From the line containing "Please list the" through the last line of the entries, set down every line exactly and add nothing.

**Given entries**
....

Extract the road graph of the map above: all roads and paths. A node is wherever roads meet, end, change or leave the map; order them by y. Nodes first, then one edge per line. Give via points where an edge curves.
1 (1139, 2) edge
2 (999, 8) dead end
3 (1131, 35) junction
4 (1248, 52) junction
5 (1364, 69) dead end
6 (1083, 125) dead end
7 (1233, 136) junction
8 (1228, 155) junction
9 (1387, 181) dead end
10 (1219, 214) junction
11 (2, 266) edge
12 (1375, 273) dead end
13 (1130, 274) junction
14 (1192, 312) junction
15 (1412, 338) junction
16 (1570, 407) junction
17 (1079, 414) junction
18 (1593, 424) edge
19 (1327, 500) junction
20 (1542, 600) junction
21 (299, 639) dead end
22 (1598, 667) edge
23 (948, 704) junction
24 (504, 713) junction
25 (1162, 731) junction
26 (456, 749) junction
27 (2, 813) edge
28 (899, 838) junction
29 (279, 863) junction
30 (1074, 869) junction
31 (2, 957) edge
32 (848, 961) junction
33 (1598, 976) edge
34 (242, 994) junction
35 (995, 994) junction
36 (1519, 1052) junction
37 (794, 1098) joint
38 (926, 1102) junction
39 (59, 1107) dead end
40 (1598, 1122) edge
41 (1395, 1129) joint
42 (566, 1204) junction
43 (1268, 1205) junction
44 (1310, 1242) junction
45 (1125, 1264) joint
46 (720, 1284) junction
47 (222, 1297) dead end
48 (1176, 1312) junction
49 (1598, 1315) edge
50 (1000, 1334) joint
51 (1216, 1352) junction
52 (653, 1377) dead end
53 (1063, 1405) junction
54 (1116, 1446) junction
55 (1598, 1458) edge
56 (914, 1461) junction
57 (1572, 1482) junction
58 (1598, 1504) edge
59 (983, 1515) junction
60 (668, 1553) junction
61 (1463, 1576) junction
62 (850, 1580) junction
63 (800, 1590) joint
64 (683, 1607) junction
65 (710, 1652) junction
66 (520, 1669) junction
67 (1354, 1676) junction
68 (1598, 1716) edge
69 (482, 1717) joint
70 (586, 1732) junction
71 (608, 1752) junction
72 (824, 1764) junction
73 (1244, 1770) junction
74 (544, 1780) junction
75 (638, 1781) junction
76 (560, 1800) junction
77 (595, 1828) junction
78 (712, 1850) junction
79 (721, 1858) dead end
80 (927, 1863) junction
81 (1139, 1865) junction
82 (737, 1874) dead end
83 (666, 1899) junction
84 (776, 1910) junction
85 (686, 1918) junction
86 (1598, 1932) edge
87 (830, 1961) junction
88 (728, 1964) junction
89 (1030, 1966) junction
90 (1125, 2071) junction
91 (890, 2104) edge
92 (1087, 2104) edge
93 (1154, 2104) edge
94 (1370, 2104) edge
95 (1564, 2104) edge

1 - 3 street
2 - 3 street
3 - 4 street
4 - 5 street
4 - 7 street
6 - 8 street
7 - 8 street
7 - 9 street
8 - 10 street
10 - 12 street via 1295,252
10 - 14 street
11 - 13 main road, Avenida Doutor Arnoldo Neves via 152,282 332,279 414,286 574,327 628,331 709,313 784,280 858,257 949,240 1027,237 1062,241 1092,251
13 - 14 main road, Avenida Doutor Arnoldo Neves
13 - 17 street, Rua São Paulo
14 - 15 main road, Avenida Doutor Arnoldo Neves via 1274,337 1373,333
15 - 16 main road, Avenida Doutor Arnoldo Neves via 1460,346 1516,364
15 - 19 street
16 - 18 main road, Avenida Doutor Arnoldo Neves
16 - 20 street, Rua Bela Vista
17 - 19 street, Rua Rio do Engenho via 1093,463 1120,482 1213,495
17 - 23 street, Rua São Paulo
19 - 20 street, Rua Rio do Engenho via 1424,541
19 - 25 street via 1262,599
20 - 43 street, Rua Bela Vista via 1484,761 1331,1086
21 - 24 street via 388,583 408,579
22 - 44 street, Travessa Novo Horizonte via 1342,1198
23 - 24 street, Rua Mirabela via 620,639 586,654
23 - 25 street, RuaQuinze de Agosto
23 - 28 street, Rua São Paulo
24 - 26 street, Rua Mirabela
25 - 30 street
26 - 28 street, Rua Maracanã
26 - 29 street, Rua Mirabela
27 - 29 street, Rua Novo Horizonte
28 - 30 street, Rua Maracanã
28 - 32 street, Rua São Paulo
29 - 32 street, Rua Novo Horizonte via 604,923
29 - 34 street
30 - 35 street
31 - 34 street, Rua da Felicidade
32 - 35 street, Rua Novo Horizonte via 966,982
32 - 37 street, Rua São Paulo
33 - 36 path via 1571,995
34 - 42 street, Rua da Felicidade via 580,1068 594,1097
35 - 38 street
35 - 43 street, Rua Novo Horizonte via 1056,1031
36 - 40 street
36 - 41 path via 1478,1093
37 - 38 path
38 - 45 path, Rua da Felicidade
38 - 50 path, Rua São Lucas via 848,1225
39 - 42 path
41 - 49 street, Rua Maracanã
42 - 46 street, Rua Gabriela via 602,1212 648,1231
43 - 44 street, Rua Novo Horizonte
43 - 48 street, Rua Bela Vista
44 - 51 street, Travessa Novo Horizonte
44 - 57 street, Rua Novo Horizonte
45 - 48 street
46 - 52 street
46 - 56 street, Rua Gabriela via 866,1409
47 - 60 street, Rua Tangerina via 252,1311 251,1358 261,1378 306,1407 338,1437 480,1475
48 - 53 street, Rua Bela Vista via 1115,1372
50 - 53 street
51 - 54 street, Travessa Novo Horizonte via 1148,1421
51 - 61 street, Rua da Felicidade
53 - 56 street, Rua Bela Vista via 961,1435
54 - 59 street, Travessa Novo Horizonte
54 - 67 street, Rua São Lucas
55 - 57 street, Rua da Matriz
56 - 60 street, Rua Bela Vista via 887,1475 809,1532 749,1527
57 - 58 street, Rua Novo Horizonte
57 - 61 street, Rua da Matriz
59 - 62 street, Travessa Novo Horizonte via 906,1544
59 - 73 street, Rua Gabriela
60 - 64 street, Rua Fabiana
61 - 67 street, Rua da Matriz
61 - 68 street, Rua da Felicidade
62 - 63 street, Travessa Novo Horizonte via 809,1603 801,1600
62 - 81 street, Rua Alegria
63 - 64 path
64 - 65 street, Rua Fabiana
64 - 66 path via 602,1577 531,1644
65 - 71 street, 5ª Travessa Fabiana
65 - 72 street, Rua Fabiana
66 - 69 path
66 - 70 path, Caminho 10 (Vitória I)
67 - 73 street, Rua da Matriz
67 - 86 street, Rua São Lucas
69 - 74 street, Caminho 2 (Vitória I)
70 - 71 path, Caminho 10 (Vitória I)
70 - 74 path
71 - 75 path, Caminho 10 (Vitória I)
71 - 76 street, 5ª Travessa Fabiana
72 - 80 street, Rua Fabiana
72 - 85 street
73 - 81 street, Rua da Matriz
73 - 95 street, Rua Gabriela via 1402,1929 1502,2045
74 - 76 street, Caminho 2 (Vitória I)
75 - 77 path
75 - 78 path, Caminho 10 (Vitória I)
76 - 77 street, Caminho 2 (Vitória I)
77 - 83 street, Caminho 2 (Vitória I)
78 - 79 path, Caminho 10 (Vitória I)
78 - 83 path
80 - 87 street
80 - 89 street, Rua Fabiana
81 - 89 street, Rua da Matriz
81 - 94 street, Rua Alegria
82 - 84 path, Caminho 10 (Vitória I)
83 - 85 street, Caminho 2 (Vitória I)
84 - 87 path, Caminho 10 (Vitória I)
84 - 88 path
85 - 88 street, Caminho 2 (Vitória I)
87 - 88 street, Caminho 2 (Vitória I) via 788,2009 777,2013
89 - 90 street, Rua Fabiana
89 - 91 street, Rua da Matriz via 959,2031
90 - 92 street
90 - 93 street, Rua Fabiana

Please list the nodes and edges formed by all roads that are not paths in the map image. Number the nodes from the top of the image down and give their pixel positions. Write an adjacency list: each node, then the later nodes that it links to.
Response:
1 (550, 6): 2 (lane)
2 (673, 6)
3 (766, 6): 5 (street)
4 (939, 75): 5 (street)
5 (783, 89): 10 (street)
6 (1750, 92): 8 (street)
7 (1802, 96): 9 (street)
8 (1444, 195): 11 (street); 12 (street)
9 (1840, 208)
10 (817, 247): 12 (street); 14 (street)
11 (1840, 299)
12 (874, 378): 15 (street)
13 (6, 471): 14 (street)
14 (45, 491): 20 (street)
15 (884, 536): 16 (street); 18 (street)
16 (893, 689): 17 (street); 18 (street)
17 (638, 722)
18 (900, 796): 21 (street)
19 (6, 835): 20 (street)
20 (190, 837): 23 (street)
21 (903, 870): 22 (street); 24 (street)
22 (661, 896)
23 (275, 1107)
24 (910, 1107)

....

**Written response**
Please list the nodes and edges formed by all roads that are not paths in the map image. Number the nodes from the top of the image down and give their pixel positions. Write an adjacency list: each node, then the later nodes that it links to.
Response:
1 (550, 6): 2 (lane)
2 (673, 6)
3 (766, 6): 5 (street)
4 (939, 75): 5 (street)
5 (783, 89): 10 (street)
6 (1750, 92): 8 (street)
7 (1802, 96): 9 (street)
8 (1444, 195): 11 (street); 12 (street)
9 (1840, 208)
10 (817, 247): 12 (street); 14 (street)
11 (1840, 299)
12 (874, 378): 15 (street)
13 (6, 471): 14 (street)
14 (45, 491): 20 (street)
15 (884, 536): 16 (street); 18 (street)
16 (893, 689): 17 (street); 18 (street)
17 (638, 722)
18 (900, 796): 21 (street)
19 (6, 835): 20 (street)
20 (190, 837): 23 (street)
21 (903, 870): 22 (street); 24 (street)
22 (661, 896)
23 (275, 1107)
24 (910, 1107)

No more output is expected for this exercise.